GE Invests $1 Billion in High-Tech Plants to Open U.S. Manufacturing Jobs

January 17, 2012

Millions of Americans go online to look for a new job. Now GE is using the same technology that forms the backbone of the Internet to open new U.S. manufacturing jobs.

That technology is a massive new data center, which opened at GE’s Appliance Park in Louisville, Kentucky, last year. The data center provides GE plants with tremendous computing power that allows them to implement new information systems, boost efficiency and productivity, cut down costs, and make American manufacturing competitive.

The data center, which is operated by GE’s Appliances & Lighting division, is part of a $1 billion drive to bring new appliance lines to the U.S. and open 1,300 new jobs at GE plants in Louisville, Bloomington, Indiana, and Decatur, Alabama.

The new jobs and products that the center will support include GE’s innovative hybrid water heater, GeoSpring 2. Water heaters gobble up the largest amount of electricity in U.S. homes, after heating and cooling systems. However, GE engineers built an innovative heater that cuts energy usage by as much as 62 percent per year. This translates to annual savings of about $325 so that the heater will pay for itself in just a few years.

The engineers designed GeoSpring by combining technology from two products they knew well, the air conditioner and a standard water heater. A compressor and an evaporator capture the ambient heat surrounding unit, just like a window air conditioner would do. The machine then pumps the heat into coils surrounding the water tank and helps a separate electric heater to raise the water temperature.

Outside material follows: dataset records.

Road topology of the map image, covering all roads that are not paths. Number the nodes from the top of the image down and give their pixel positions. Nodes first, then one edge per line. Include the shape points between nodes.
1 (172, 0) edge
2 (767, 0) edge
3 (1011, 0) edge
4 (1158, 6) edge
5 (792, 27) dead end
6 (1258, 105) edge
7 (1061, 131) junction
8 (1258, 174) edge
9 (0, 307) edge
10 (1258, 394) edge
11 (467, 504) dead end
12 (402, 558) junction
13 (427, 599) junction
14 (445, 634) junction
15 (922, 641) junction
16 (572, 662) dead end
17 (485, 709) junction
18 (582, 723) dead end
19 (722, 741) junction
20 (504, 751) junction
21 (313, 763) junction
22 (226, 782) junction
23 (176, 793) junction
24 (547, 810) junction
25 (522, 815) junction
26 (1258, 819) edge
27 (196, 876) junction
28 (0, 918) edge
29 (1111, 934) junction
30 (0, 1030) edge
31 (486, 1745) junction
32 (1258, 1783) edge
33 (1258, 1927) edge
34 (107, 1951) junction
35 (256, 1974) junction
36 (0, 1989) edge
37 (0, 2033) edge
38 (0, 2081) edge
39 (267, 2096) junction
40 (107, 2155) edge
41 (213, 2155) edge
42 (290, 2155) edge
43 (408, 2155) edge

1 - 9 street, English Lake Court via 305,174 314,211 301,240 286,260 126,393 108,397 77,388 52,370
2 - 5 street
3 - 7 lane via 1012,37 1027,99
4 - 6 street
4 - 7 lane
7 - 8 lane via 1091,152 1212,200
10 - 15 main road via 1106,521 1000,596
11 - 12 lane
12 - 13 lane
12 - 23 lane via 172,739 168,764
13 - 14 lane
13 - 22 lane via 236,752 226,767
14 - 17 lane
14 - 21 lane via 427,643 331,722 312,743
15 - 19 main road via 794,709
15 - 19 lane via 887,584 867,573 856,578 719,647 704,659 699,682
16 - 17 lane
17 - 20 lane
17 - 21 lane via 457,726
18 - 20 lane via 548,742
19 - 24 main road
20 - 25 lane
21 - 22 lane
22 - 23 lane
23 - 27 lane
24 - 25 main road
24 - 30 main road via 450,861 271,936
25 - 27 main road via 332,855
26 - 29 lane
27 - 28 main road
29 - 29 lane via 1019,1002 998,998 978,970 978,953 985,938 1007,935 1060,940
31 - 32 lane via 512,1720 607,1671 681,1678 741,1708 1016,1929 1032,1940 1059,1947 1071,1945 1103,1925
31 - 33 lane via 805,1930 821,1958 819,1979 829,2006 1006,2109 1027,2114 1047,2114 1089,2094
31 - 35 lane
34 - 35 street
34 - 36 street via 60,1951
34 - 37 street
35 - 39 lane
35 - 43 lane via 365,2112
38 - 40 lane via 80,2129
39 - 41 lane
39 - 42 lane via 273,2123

The production GeoSpring 2 will launch at Appliance Park this year. Other innovative, energy-efficient products that GE will start manufacturing in the U.S. include a line of bottom-freezer refrigerators, which uses the cyclopentane foam as an insulator. The use of cyclopentane can cut a plant’s greenhouse gas emissions by as much as 80 percent. The refrigerator will be made in Louisville and create more that 400 new jobs.

The company will also launch the production of new dishwashers and front-load washers.

GE is committed to innovation that helps bring manufacturing jobs back to the U.S. James P. Campbell, former President and CEO of GE Appliances & Lighting stressed that “this type of investment would have been impossible without the tremendous work underway at these plants to drive down costs and improve productivity and efficiency.”

Charlene Begley, President and CEO of GE Home & Business Solutions, agreed. She said GE believed that “American workers can compete with any in the world.”


This entry was posted in Appliances, Innovation, Jobs, Other, Software and tagged . Bookmark the permalink.
  • Daniel Hodge

    The Geospring heat pump water heater is a good idea, but is only energy effecient when placed outside of the home (or in the garage), or in warm climates where you would typically use air conditioning to cool the home, rather than heating to warm it.

    If the water heater is located inside the home in an area with a cool climate, then the energy to heat the water is extracted from the air that would be heated by the heating system in the house. This just transfers the load onto the heating system.

    So, great idea if you live in Florida, not so great if you live in Alaska.

  • exnav20

    $325.00 annual savings is probably an inflated figure for those of us that live in the northeast and would be using this heater in there basement. With this heater costing around $1400.00, the re-coup time is more than a few years.

  • Robert

    Consider a new Heat Pump water heater if your existing water heater is located in the attic, as is common in some regions of the country. Attics are typically a repository of unusable heat, which must be vented to the outside often with the use of a attic fan.

    A heat Pump water heater can efficiently use this ambiant attic heat to heat water, and at the same time reduce attic temperature levels; a win-win solution for the consumer!

  • Jeff Grom

    Will GE be bringing back the tankless water heater?

  • Edward Hillard

    I thin the Decatur Plat is in Alabama

  • Matt Carusone

    Great that they are looking to bring jobs. No mention of the low pay or the fabolus health insurance that they offer their employes. Ask Schenectady how the low wages are effecting their hiring.

  • Rich Cowen

    The water heater still runs in hybrid mode if the surrounding air temp is as low as 45 to 50 degrees, so i don’t see a problem with this in any location south of hartford CT/ cleveland oh/ denver, or on the whole west coast. If your ground temperature is anywhere near 50 degrees in the winter, the basement will automatically draw enough heat from the ground to counteract the cooling of the water heater.

    This should work best if parts of the basement above ground are properly insulated, and the below ground part is unheated (not part of the conditioned space). If you run the water heater in a space you are heating then the heating system might have to work harder to stay warm, which would cut into any energy savings.

  • Shawna Cardillo

    I am happy to hear of a company that is actually investing in manufacturing in the United States. Creating jobs for the country is what we need.